The best case glide scenario after an engine failure is a catastrophic failure where the prop stops turning, and is jammed ("dead stick").
Somewhere in between is any situation where your engine isn't running, but your prop is still turning... the compression strokes slow the prop rotation on each revolution, creating some drag that will depend on prop pitch and whether you have a fixed pitch prop or a constant speed (and whether your constant speed goes coarse, or fine, when it fails).
Worst case is a failure of the crank that allows the prop to truly spin free, ie. massive failures of multiple cylinders, or a shaft failure that disconnects the front of the shaft from the rest of the engine. When the propellor is free to truly "windmill", the drag that results is about equivalent to mounting a disc of plywood the diameter of your prop to the front of your aircraft.
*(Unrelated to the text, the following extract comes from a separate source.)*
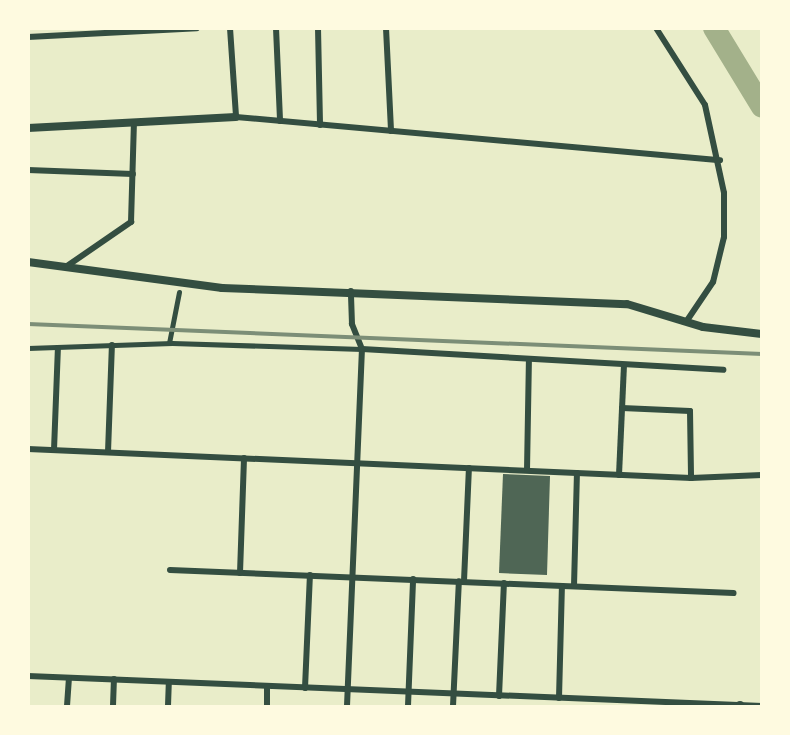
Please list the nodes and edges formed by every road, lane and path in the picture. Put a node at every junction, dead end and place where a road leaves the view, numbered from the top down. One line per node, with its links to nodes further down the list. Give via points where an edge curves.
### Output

I have done some testing in a 100hp/100mph cruise airplane with both a wooden prop and a metal prop appropriate for that power/cruise speed. I found that the wooden prop would stop within a few turns even at 100mph when the mixture was pulled to idle cut-off. The metal prop would not stop turning until the airplane was slowed to about 70mph, but doing so gained me 300-400 feet of altitude which could be useful in an emergency.
I haven't repeated these tests in my RV with it's metal prop, but others here have reported that it takes about the same speed to get the prop to stop turning, and that getting there requires a rather impressive AOA when you start from cruise flight. It's also been reported that the prop will start turning again if you get over 90mph, so maximizing the benefit of the stopped prop also means having good speed control.